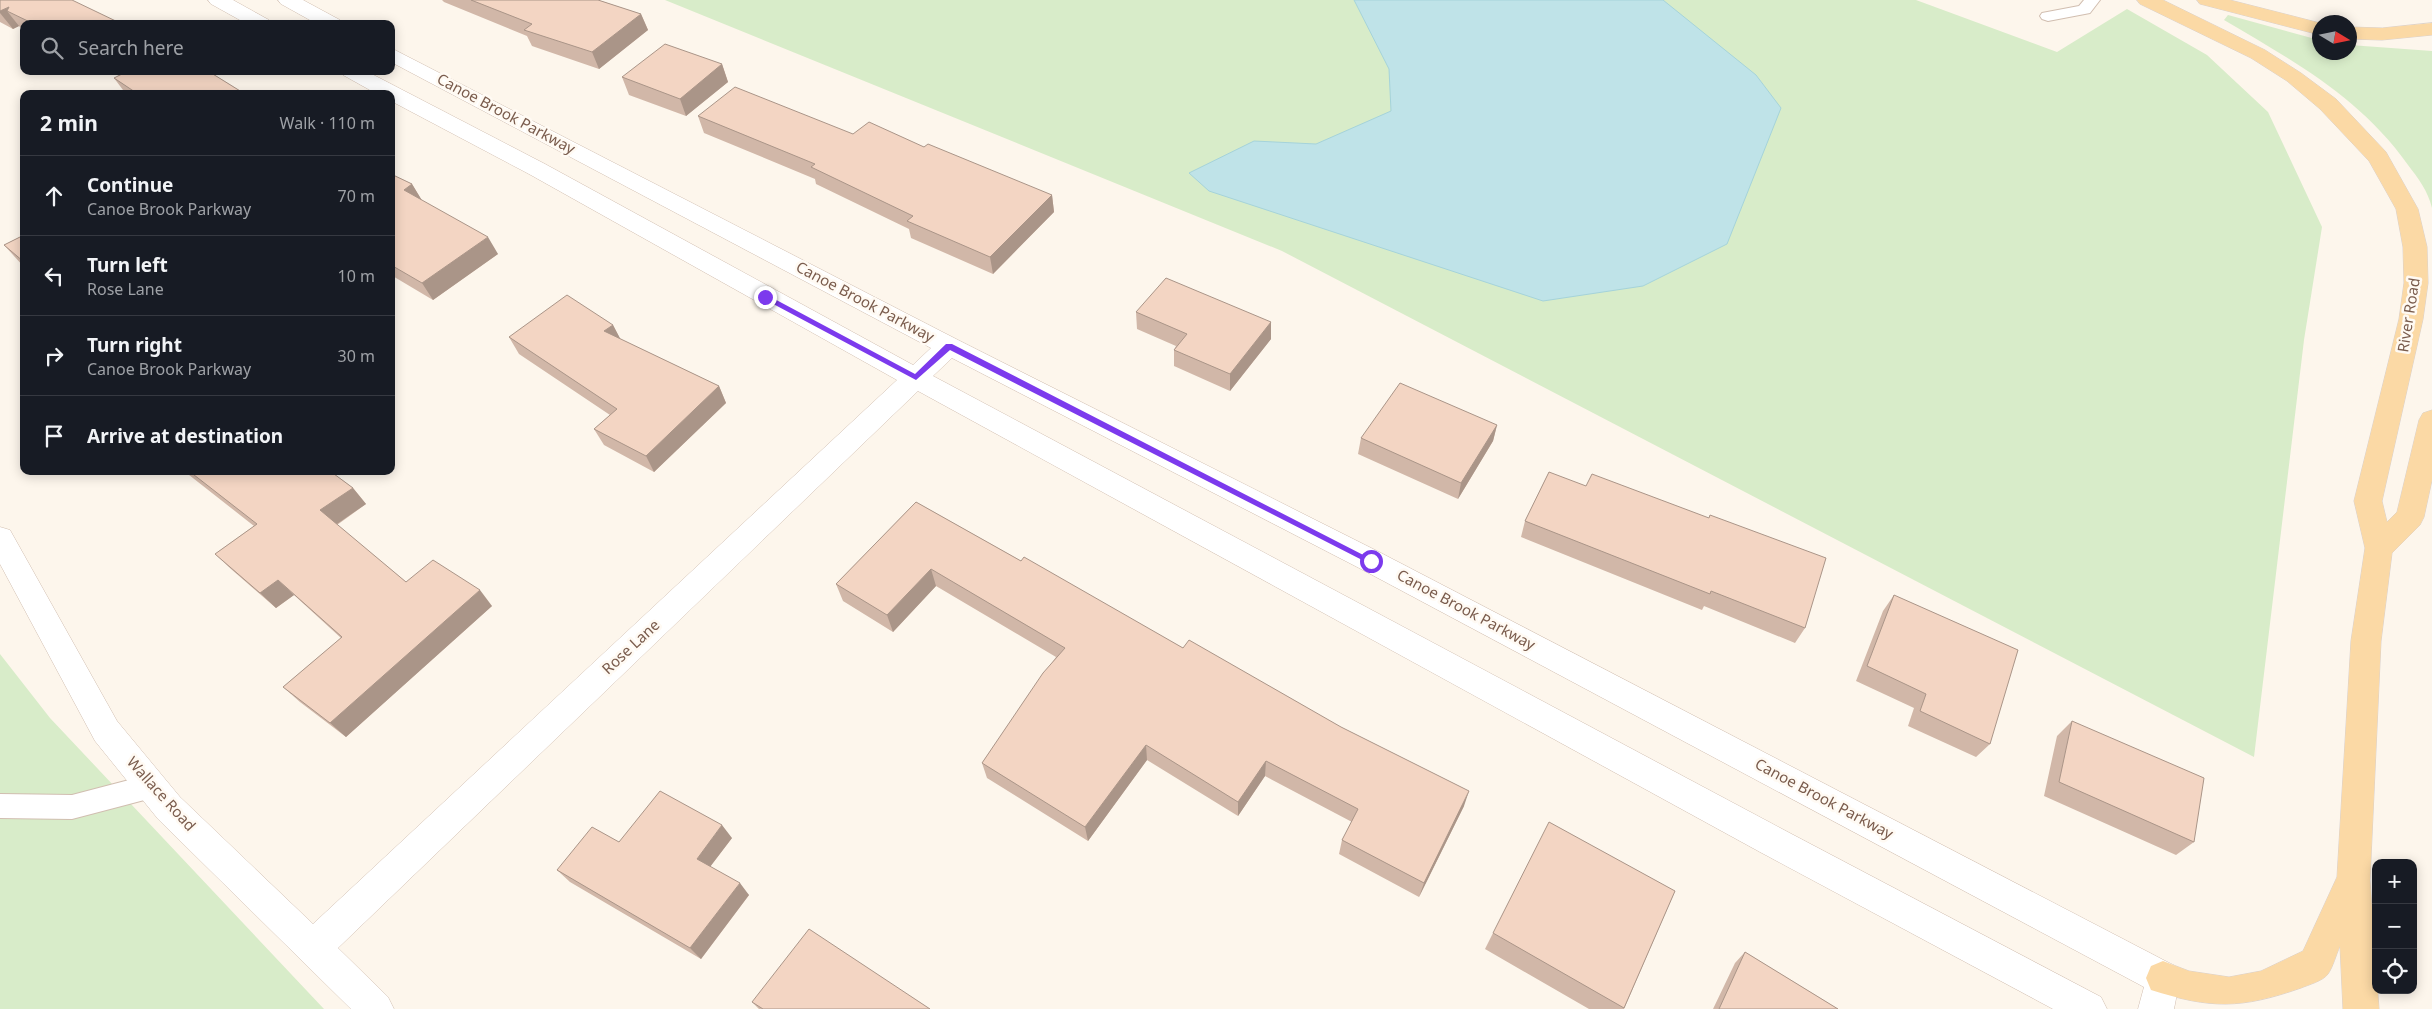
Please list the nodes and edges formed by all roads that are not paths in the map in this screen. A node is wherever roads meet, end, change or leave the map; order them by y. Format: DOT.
graph roads {
  1 [pos="218,0"];
  2 [pos="288,0"];
  3 [pos="2092,0"];
  4 [pos="2147,0"];
  5 [pos="2207,0"];
  6 [pos="2048,16"];
  7 [pos="255,20"];
  8 [pos="326,20"];
  9 [pos="2312,27"];
  10 [pos="2432,29"];
  11 [pos="2357,33"];
  12 [pos="395,56"];
  13 [pos="358,75"];
  14 [pos="386,90"];
  15 [pos="395,95"];
  16 [pos="949,346"];
  17 [pos="916,377"];
  18 [pos="2432,420"];
  19 [pos="0,538"];
  20 [pos="2379,548"];
  21 [pos="152,786"];
  22 [pos="0,806"];
  23 [pos="2353,880"];
  24 [pos="313,948"];
  25 [pos="2160,994"];
  26 [pos="376,1009"];
  27 [pos="2088,1009"];
  28 [pos="2361,1009"];
  1 -- 7 [label="street"];
  2 -- 8 [label="street"];
  3 -- 6 [label="lane"];
  4 -- 20 [label="main road, River Road"];
  5 -- 9 [label="main road"];
  10 -- 11 [label="main road"];
  12 -- 16 [label="street, Canoe Brook Parkway"];
  13 -- 14 [label="street"];
  15 -- 17 [label="street"];
  16 -- 17 [label="street, Rose Lane"];
  16 -- 25 [label="street, Canoe Brook Parkway"];
  17 -- 24 [label="street, Rose Lane"];
  17 -- 27 [label="street"];
  18 -- 20 [label="main road"];
  19 -- 21 [label="street, Wallace Road"];
  20 -- 23 [label="main road"];
  21 -- 22 [label="lane"];
  21 -- 24 [label="street, Wallace Road"];
  23 -- 25 [label="main road"];
  23 -- 28 [label="main road"];
  24 -- 26 [label="street, Wallace Road"];
}
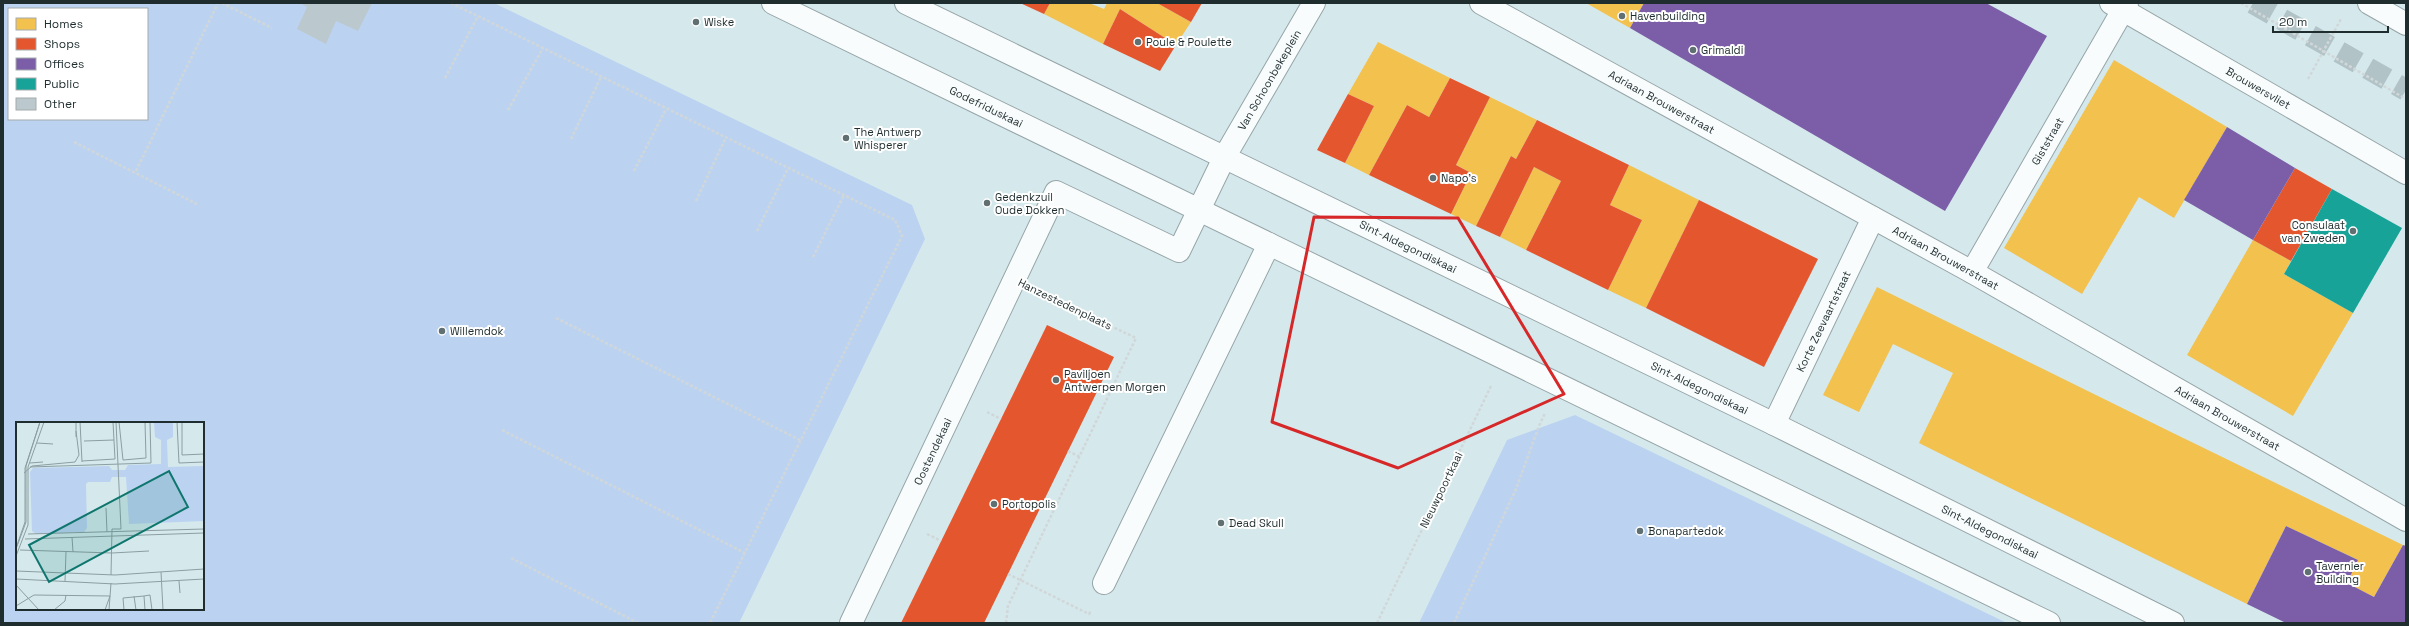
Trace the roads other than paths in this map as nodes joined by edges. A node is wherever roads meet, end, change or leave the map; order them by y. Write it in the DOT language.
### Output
graph roads {
  1 [pos="774,3"];
  2 [pos="906,3"];
  3 [pos="1314,3"];
  4 [pos="1481,3"];
  5 [pos="2369,3"];
  6 [pos="2120,5"];
  7 [pos="2406,24"];
  8 [pos="1225,156"];
  9 [pos="2406,173"];
  10 [pos="1199,210"];
  11 [pos="1873,218"];
  12 [pos="1269,244"];
  13 [pos="1972,272"];
  14 [pos="1014,280"];
  15 [pos="1774,424"];
  16 [pos="2406,520"];
  17 [pos="1104,583"];
  18 [pos="851,623"];
  19 [pos="2049,623"];
  20 [pos="2173,623"];
  1 -- 10 [label="street, Godefriduskaai"];
  2 -- 8 [label="street"];
  3 -- 8 [label="street, Van Schoonbekeplein"];
  4 -- 11 [label="street, Adriaan Brouwerstraat"];
  5 -- 7 [label="street"];
  6 -- 9 [label="street, Brouwersvliet"];
  6 -- 13 [label="street, Giststraat"];
  8 -- 10 [label="street, Hanzestedenplaats"];
  8 -- 15 [label="street, Sint-Aldegondiskaai"];
  10 -- 12 [label="street"];
  10 -- 14 [label="street, Hanzestedenplaats"];
  11 -- 13 [label="street, Adriaan Brouwerstraat"];
  11 -- 15 [label="street, Korte Zeevaartstraat"];
  12 -- 17 [label="street"];
  12 -- 19 [label="street"];
  13 -- 16 [label="street, Adriaan Brouwerstraat"];
  14 -- 18 [label="street, Oostendekaai"];
  15 -- 20 [label="street, Sint-Aldegondiskaai"];
}
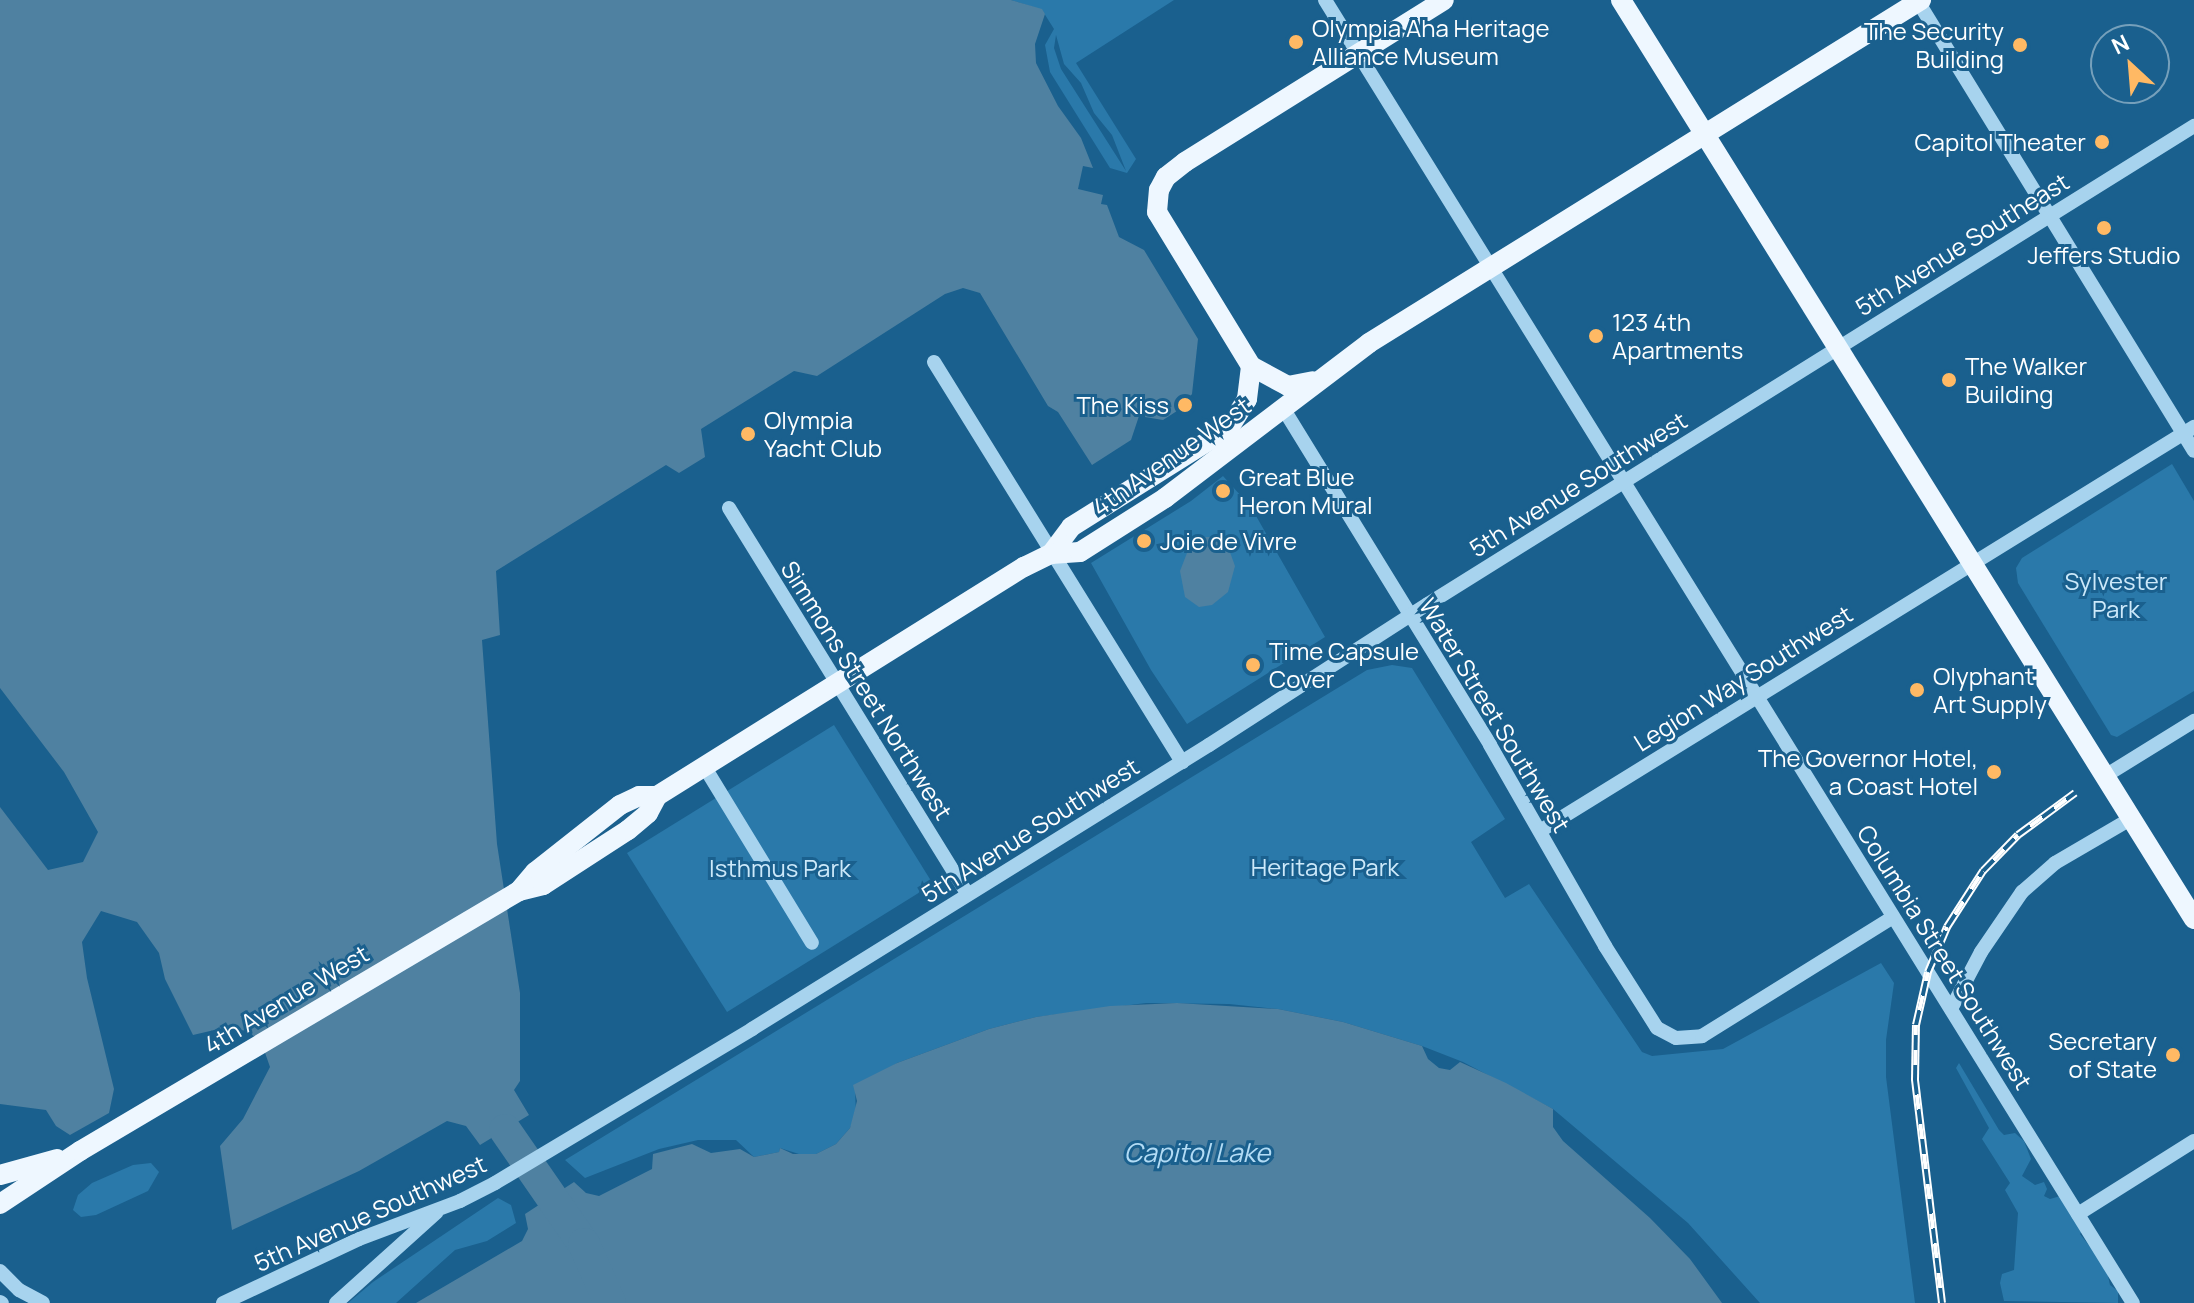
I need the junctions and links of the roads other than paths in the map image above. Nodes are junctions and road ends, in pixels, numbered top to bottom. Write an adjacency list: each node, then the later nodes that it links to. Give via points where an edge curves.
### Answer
1 (1325, 0): 5 (street, Columbia Street Southwest)
2 (1444, 0): 5 (main road)
3 (1621, 0): 7 (main road)
4 (1919, 1): 7 (main road, 4th Avenue West); 8 (street)
5 (1358, 53): 9 (street, Columbia Street Southwest); 12 (main road, via 1185,162 1159,190 1162,225)
6 (2194, 126): 8 (street, 5th Avenue Southeast)
7 (1704, 134): 9 (main road, 4th Avenue West); 10 (main road)
8 (2050, 214): 10 (street, 5th Avenue Southeast); 15 (street)
9 (1491, 267): 13 (main road, 4th Avenue West); 17 (street, Columbia Street Southwest)
10 (1837, 350): 17 (street, 5th Avenue Southwest); 20 (main road)
11 (934, 362): 19 (street)
12 (1251, 366): 13 (main road, via 1288,386); 19 (main road, via 1244,409 1229,428 1071,527)
13 (1315, 381): 14 (main road, 4th Avenue West)
14 (1283, 408): 19 (main road, 4th Avenue West, via 1165,498 1080,552); 21 (street, Water Street Southwest)
15 (2189, 430): 16 (street); 20 (street, Legion Way Southwest)
16 (2194, 451)
17 (1625, 482): 21 (street, 5th Avenue Southwest); 23 (street, Columbia Street Southwest)
18 (729, 508): 22 (street, Simmons Street Northwest)
19 (1051, 554): 22 (main road, 4th Avenue West); 25 (street)
20 (1970, 564): 23 (street, Legion Way Southwest); 27 (main road)
21 (1410, 617): 25 (street, 5th Avenue Southwest); 29 (street, Water Street Southwest)
22 (837, 685): 26 (main road, 4th Avenue West); 30 (street, Simmons Street Northwest)
23 (1756, 696): 29 (street, Legion Way Southwest); 31 (street, Columbia Street Southwest)
24 (2194, 721): 27 (street)
25 (1182, 762): 30 (street, 5th Avenue Southwest)
26 (704, 766): 33 (street); 36 (main road, 4th Avenue West, via 657,796 648,813 628,830)
27 (2105, 776): 28 (main road)
28 (2132, 818): 32 (main road); 34 (street, via 2055,863 2022,892)
29 (1540, 831): 31 (street, Water Street Southwest, via 1657,1028 1676,1038 1702,1036)
30 (967, 894): 39 (street, 5th Avenue Southwest, via 495,1183)
31 (1893, 917): 34 (street, Columbia Street Southwest)
32 (2194, 919)
33 (812, 943)
34 (1951, 1009): 40 (street, Columbia Street Southwest)
35 (2194, 1141): 40 (street)
36 (80, 1151): 37 (main road); 38 (main road)
37 (0, 1175)
38 (0, 1204)
39 (439, 1210): 43 (street, 5th Avenue Southwest, via 359,1239); 44 (street)
40 (2078, 1214): 45 (street, Columbia Street Southwest)
41 (0, 1271): 42 (street)
42 (43, 1303)
43 (223, 1303)
44 (336, 1303)
45 (2133, 1303)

**DIRECTIONS FOR THIS TASK:** Your answer must consist of every line in the listing that contains "Aldegondiskaai".

**EXERCISE RESULT:**
  8 -- 15 [label="street, Sint-Aldegondiskaai"];
  15 -- 20 [label="street, Sint-Aldegondiskaai"];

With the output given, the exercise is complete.